* [WORK TASK] Find every line below that contains the word "Spintex" and copy it out.

* [EXTRACTED ENTRIES]

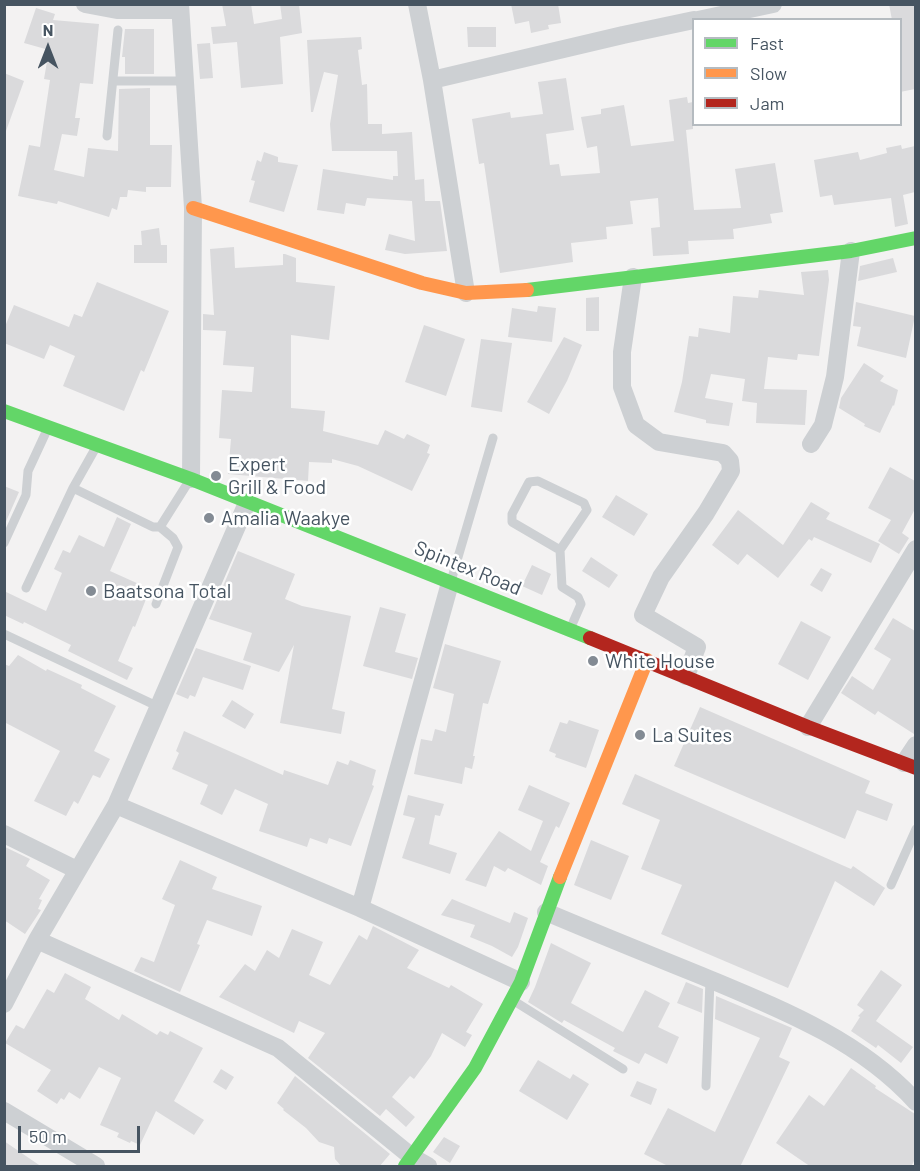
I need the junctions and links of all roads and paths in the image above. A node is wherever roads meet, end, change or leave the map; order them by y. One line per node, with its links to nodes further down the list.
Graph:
1 (85, 4): 4 (street)
2 (417, 4): 8 (street)
3 (773, 4): 5 (street)
4 (180, 7): 10 (street)
5 (707, 18)
6 (692, 20): 8 (street)
7 (118, 30): 9 (lane)
8 (432, 80): 16 (street)
9 (114, 81): 10 (lane); 11 (lane)
10 (184, 81): 12 (street)
11 (107, 136)
12 (193, 208): 16 (street); 22 (street)
13 (915, 238): 14 (street)
14 (851, 251): 15 (street); 20 (street)
15 (633, 277): 16 (street); 35 (street)
16 (466, 293)
17 (4, 411): 18 (street, Spintex Road)
18 (48, 428): 21 (street, Spintex Road); 26 (lane)
19 (494, 438): 29 (lane)
20 (811, 444)
21 (96, 447): 22 (street, Spintex Road); 23 (lane)
22 (191, 479): 24 (street, Spintex Road); 25 (lane)
23 (73, 488): 25 (lane); 30 (lane)
24 (247, 503): 29 (street, Spintex Road); 36 (street)
25 (160, 527): 31 (lane)
26 (4, 543)
27 (915, 549): 37 (street)
28 (560, 550): 28 (lane); 32 (lane)
29 (450, 583): 32 (street, Spintex Road); 45 (street)
30 (26, 588)
31 (156, 604)
32 (570, 629): 34 (street, Spintex Road)
33 (4, 634): 36 (lane)
34 (647, 660): 35 (street, Spintex Road); 46 (street)
35 (686, 676): 37 (street, Spintex Road)
36 (159, 707): 40 (street)
37 (808, 727): 39 (street, Spintex Road)
38 (915, 745): 39 (street)
39 (910, 765)
40 (116, 805): 43 (street); 45 (street)
41 (915, 829): 44 (lane)
42 (4, 834): 43 (street)
43 (77, 870): 47 (street)
44 (891, 885)
45 (360, 908): 49 (street)
46 (546, 912): 48 (street); 49 (street)
47 (36, 940): 51 (street); 56 (street)
48 (710, 980): 53 (lane); 54 (street)
49 (521, 982): 50 (street)
50 (512, 1000): 52 (lane); 56 (street)
51 (4, 1004)
52 (623, 1069)
53 (706, 1086)
54 (915, 1102)
55 (4, 1111): 57 (street)
56 (408, 1162): 58 (street)
57 (96, 1167)
58 (428, 1167)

* [EXERCISE RESULT]
17 (4, 411): 18 (street, Spintex Road)
18 (48, 428): 21 (street, Spintex Road); 26 (lane)
21 (96, 447): 22 (street, Spintex Road); 23 (lane)
22 (191, 479): 24 (street, Spintex Road); 25 (lane)
24 (247, 503): 29 (street, Spintex Road); 36 (street)
29 (450, 583): 32 (street, Spintex Road); 45 (street)
32 (570, 629): 34 (street, Spintex Road)
34 (647, 660): 35 (street, Spintex Road); 46 (street)
35 (686, 676): 37 (street, Spintex Road)
37 (808, 727): 39 (street, Spintex Road)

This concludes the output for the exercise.